But Photobucket has turned its back on us. The website is crap (it used to be good) and now I get near-daily emails about "you've gone over your storage limit". I decided to find a way to get all my photos off this garbage website and actually put them somewhere good like Google Photos.
The Manual Approach
Since the website is crap, Photobucket has not made this easy. It is not possible to download an entire album with a single click. The only download option is on a photo. Each individual photo. I have thousands of photos uploaded to Photobucket and I will not be manually clicking through every single photo and clicking "Download".
I saw a reddit post on how to do this. Unfortunately, that method didn't work for me as the photos were corrupted when they downloaded to my phone. And the couple photos I got to work didn't have the same metadata as the uploaded ones (the "Date Taken" property wasn't preserved when downloading with my phone). Turns out not only the website is crap but also the Photobucket app.
The Automated Approach
As a programmer, my next thought was to try the API. Photobucket has an API but they tell you to go to http://developer.photobucket.com/ to get an API key and that just redirects back to your profile page (see "crap website" above). I emailed support for an API key and "Unfortunately, at this time we are not allowing outside parties to access the Photobucket API."
Ok, API is out. That leaves two approaches left: custom program using download links or autoclicker. See, my photos were taken with a DSLR and the filenames are almost always in the form "IMG_####.jpg" (where #### is a four-digit number). If the url for an image on Photobucket is like this:
http://s827.photobucket.com/user/derekantrican/media/Peru%20Trip/IMG_6055.jpg.html?sort=9&o=0
then its download link is like this:
http://s827.photobucket.com/component/Download-File?file=%2Falbums%2Fzz195%2Fderekantrican%2FPeru%20Trip%2FIMG_6055.jpg
(I am not sure if the "zz195" is unique to everyone but I found that it was the same value across all my photos and didn't change from album to album.)
Fun fact, if you open the source code of the image page (right-click > "View page source") there is actually a value for download url but it doesn't work:
"downloadUrl":"http:\/\/i827.photobucket.com\/download-albums\/zz195\/derekantrican\/Peru Trip\/IMG_6055.jpg~original"
So essentially I could sort my album by filename (something that the website can do), get the first #### image value, then make a program that counts up from that value, modifies the download url, and attempts to use that to download an image.
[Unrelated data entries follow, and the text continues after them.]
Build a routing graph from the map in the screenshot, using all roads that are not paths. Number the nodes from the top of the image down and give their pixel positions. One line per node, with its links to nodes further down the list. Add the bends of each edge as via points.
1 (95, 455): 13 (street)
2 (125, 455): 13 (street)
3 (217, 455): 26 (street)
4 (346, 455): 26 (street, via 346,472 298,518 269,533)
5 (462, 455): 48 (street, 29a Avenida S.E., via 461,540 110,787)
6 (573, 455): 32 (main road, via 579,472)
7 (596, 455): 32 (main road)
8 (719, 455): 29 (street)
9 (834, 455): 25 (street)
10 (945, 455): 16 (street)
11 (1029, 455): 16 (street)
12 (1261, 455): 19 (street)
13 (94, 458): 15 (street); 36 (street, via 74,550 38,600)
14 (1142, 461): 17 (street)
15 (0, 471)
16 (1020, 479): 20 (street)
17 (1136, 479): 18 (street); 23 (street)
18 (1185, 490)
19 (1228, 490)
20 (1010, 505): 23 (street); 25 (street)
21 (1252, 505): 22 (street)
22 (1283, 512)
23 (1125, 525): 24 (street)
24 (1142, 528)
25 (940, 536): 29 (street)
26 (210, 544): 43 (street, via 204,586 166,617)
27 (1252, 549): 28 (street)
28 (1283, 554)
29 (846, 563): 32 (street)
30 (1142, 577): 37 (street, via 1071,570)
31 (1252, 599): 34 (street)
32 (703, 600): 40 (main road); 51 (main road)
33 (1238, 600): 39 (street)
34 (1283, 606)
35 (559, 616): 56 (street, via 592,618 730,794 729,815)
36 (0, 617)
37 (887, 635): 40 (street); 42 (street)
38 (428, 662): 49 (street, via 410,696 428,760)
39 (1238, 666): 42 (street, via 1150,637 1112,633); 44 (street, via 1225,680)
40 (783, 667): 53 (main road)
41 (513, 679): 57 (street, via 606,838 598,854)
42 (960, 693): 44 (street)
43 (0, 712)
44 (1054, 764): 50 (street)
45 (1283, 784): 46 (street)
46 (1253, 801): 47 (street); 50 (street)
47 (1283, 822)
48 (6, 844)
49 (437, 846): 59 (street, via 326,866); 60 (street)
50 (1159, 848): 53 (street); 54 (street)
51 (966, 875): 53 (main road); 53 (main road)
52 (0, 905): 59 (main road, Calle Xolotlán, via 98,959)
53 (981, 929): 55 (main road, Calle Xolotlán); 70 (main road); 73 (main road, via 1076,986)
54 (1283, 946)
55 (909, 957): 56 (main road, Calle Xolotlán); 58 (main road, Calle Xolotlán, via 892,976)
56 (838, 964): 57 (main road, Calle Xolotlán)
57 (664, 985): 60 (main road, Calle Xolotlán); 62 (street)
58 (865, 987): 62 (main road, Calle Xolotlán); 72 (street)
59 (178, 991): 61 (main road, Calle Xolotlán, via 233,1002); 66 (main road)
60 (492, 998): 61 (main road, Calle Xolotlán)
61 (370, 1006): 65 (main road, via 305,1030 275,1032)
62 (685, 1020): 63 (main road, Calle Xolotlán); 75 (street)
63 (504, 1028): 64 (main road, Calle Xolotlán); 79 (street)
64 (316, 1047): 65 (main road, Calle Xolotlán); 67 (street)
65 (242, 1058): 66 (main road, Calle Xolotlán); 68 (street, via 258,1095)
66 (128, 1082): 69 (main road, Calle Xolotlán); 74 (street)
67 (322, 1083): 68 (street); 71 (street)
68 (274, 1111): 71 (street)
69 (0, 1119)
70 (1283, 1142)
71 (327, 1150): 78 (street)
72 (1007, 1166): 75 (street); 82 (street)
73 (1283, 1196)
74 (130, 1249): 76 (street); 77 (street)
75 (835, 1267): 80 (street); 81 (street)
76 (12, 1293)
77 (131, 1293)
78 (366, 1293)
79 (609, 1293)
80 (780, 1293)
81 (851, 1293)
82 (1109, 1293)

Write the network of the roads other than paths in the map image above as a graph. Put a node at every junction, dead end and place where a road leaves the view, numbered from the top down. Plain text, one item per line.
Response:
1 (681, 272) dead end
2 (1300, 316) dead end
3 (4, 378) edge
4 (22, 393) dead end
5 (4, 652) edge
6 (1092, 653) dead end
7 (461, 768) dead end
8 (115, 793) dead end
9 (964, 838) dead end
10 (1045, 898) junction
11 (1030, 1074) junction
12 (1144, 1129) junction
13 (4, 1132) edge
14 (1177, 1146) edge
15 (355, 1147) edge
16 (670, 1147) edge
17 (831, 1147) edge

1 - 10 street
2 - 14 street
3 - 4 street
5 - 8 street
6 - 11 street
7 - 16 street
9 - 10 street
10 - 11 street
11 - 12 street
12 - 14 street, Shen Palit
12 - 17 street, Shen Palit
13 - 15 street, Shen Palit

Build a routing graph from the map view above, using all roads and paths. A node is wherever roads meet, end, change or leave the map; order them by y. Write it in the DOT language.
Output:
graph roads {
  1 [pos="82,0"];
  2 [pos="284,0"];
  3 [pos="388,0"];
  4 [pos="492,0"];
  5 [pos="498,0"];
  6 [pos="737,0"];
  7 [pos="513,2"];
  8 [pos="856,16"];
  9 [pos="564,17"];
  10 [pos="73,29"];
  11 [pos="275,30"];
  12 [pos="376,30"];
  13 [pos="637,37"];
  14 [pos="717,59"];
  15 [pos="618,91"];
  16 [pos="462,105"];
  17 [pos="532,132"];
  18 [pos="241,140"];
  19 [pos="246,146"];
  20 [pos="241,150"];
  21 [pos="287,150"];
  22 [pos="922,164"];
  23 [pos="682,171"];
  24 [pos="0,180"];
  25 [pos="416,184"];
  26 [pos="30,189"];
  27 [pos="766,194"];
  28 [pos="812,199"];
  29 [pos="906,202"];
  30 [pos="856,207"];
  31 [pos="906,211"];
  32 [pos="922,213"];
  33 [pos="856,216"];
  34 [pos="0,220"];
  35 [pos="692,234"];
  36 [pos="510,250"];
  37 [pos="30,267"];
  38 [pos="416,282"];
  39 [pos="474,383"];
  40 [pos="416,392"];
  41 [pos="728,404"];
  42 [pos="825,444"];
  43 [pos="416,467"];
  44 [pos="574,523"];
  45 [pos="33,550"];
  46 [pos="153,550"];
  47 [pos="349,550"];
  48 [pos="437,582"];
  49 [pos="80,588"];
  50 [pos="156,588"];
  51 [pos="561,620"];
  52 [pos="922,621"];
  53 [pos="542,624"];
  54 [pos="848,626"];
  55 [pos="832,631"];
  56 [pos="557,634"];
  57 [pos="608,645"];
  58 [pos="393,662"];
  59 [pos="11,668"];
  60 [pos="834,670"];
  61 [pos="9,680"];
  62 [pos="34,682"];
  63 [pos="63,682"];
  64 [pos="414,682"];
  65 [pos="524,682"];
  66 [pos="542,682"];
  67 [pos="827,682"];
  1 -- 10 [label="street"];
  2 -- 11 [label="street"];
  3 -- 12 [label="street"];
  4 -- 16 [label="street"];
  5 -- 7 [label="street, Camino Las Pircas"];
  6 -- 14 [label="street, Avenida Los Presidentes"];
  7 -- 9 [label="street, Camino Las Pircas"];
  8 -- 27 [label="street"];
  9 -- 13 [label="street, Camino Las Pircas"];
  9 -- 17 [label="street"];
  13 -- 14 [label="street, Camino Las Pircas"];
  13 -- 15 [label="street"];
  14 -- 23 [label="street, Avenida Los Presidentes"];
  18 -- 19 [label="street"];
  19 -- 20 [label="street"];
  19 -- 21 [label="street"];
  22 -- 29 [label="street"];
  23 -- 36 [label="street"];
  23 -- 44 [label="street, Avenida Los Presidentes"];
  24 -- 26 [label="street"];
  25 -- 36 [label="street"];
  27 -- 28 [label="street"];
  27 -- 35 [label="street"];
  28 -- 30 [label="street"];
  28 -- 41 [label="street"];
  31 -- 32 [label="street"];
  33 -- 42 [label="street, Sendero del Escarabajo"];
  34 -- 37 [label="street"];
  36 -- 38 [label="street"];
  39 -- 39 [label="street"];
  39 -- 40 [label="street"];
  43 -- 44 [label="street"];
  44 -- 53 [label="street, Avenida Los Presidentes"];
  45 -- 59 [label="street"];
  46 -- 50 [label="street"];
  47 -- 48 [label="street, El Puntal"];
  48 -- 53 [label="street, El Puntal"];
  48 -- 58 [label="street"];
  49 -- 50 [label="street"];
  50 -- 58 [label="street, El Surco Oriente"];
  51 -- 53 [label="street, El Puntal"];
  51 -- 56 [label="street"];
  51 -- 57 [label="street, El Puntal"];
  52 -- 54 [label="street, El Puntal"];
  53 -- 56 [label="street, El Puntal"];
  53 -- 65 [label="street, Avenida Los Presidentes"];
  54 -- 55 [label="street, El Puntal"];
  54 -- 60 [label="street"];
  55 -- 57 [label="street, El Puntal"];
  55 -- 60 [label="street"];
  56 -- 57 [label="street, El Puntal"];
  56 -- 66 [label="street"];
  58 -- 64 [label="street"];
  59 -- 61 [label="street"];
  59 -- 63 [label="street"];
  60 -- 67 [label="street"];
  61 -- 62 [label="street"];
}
The problem is that this url is not a publicly-facing url. Even if your album is public, you can not use the above download url unless you are logged into Photobucket. So my program would have to log in to Photobucket first. While that is possible with libraries like Selenium, I wanted a simpler approach.
So we're left with an autoclicker. I started to build one myself but after a small amount of Googling, I found Auto Mouse Click and it's exactly what I wanted.
I just need 3 actions: click on the download link, wait a little bit for the save file dialog to open up, click "Save", then press the right arrow key to go to the next image. So for each album I want to download, the workflow goes like this:
- Open the album on Photobucket's website
- Sort by filename
- Create a folder for the photos on your computer
- Click the first photo on Photobucket and download to that new folder (this will set that folder as the default download folder for future downloads)
- Open Auto Mouse Click and set the Repeat Count to the number of photos in the album (unfortunately, Photobucket's website yet again is crap and if you have over 1k photos in your album, it rounds to the nearest hundred photos. So I have to manually calculate the number of photos) minus one (because we downloaded the first photo in step 4)
- Click Start
(Here's a video where I show you how to set up Auto Mouse Click: https://youtu.be/PUmfAlOOYRU)
Theoretically, that should be it, right? Well unfortunately there are 2 problems left: the website is crap and the website is crap.
Basically sometimes you get an error screen (I got this about once every 100 downloads):
Which means you need to stop Auto Mouse Click (don't forget to set that "Start/Stop Script Execution" keyboard shortcut!), manually go back to the previous page, and start it again.
And sometimes the photo doesn't download correctly (the file is corrupted) or Auto Mouse Click misses the file altogether (maybe the website didn't respond in time, maybe AMC missed the click, who knows). So I wrote some short code to try to guess which photos got missed and also which are corrupted: https://github.com/derekantrican/MissingFilenames (worth noting that the "guess which photos got missed" part is very unique to my situation that I explained above: my photos follow the convenient naming of "IMG_####.jpg").
So now I follow all the steps above, then run my program a couple times and manually download any missed photos.